THE DATA -
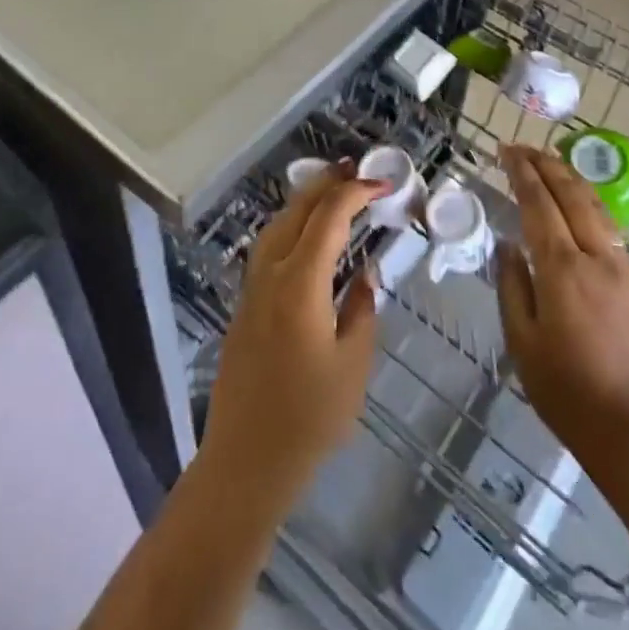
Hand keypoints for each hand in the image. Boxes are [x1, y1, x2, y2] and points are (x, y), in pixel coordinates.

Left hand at [201, 166, 381, 501]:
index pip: (329, 217)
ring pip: (277, 224)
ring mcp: (252, 287)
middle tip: (356, 169)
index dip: (356, 192)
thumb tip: (364, 274)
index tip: (383, 184)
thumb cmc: (309, 416)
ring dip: (306, 201)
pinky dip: (292, 225)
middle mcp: (271, 273)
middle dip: (327, 183)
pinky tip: (308, 236)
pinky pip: (269, 246)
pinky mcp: (245, 304)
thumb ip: (362, 309)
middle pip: (297, 210)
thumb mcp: (353, 364)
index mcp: (300, 281)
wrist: (246, 459)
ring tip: (334, 191)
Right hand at [494, 144, 628, 466]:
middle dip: (545, 163)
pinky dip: (587, 201)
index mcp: (561, 269)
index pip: (539, 202)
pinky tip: (578, 202)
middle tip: (522, 147)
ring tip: (548, 161)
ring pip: (594, 205)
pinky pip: (608, 226)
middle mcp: (595, 256)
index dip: (521, 172)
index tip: (505, 150)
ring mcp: (621, 267)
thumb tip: (506, 244)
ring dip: (569, 177)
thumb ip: (511, 285)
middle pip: (570, 193)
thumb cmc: (567, 392)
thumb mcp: (522, 342)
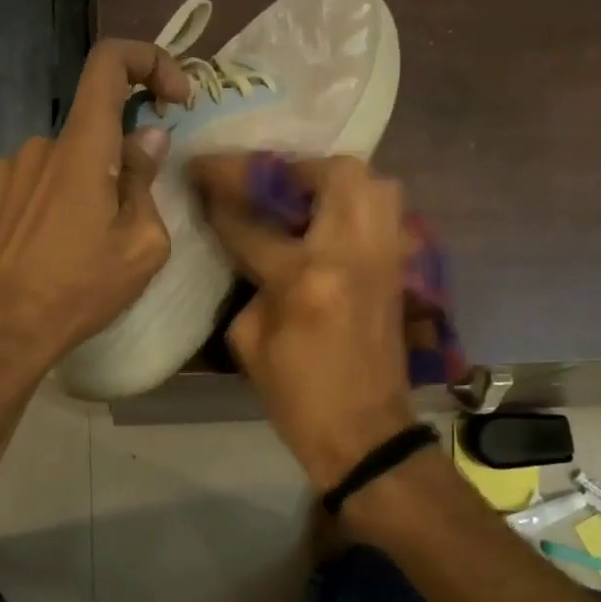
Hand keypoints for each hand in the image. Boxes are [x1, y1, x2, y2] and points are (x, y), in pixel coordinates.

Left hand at [0, 39, 191, 377]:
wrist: (0, 329)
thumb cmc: (79, 288)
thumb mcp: (140, 245)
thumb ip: (145, 181)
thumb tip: (147, 138)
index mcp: (81, 147)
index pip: (109, 63)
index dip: (149, 61)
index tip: (174, 98)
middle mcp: (40, 145)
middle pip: (93, 130)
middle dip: (119, 163)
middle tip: (127, 222)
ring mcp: (8, 171)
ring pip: (65, 162)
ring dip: (85, 187)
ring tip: (86, 246)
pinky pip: (36, 183)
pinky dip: (56, 202)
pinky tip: (53, 249)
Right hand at [188, 154, 417, 490]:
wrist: (364, 432)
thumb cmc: (297, 396)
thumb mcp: (249, 340)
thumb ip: (247, 282)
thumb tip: (246, 245)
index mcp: (304, 277)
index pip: (252, 222)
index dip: (220, 195)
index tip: (200, 177)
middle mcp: (351, 253)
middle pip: (332, 174)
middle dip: (292, 169)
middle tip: (266, 183)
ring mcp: (384, 257)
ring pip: (374, 183)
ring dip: (333, 179)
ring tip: (303, 197)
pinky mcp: (400, 268)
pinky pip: (385, 213)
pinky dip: (358, 205)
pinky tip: (329, 224)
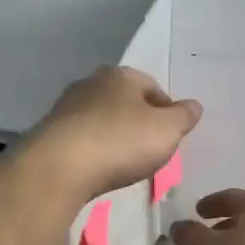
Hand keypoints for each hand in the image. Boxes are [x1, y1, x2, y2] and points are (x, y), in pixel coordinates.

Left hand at [27, 66, 201, 201]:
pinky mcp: (50, 133)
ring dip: (114, 137)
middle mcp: (91, 83)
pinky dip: (94, 151)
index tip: (172, 137)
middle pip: (125, 102)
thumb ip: (184, 117)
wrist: (60, 167)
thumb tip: (194, 106)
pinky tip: (98, 169)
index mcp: (121, 75)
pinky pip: (82, 140)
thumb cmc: (121, 141)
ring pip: (101, 120)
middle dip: (139, 123)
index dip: (167, 112)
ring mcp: (66, 108)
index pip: (153, 88)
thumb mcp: (167, 130)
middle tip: (150, 151)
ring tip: (123, 163)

TASK DETAILS -
Beginning with the line above that contains "thumb tip: (147, 138)" and finishing with the line that contains "pinky dip: (94, 151)", print those lines exactly and only. Skip all pictures.

EXERCISE SOLUTION -
thumb tip: (147, 138)
index mcp: (81, 147)
index pip: (109, 63)
index dip: (149, 61)
index tip: (174, 98)
middle mcp: (40, 145)
middle pip: (93, 130)
middle dip: (119, 163)
middle tip: (127, 222)
ring mcp: (8, 171)
ring pip: (65, 162)
ring dip: (85, 187)
ring tip: (86, 246)
pinky pip: (36, 183)
pinky dip: (56, 202)
pinky tip: (53, 249)
Right hand at [188, 154, 417, 490]:
wrist: (364, 432)
thumb cmc: (297, 396)
thumb mcp: (249, 340)
thumb ip: (247, 282)
thumb tip: (246, 245)
index mcp: (304, 277)
index pip: (252, 222)
index dip: (220, 195)
index tip: (200, 177)
middle mcp: (351, 253)
middle pip: (332, 174)
middle dip: (292, 169)
middle tip: (266, 183)
ring mcp: (384, 257)
ring pip: (374, 183)
ring dip: (333, 179)
ring tip: (303, 197)
pinky mcp: (400, 268)
pinky pip: (385, 213)
pinky dip: (358, 205)
pinky tip: (329, 224)
Hand keypoints for each hand in the image. Boxes are [x1, y1, x2, y2] and points are (x, y), in pixel coordinates.

Left hand at [27, 66, 201, 201]:
pinky mcp: (50, 133)
ring dip: (114, 137)
middle mcp: (91, 83)
pinky dip: (94, 151)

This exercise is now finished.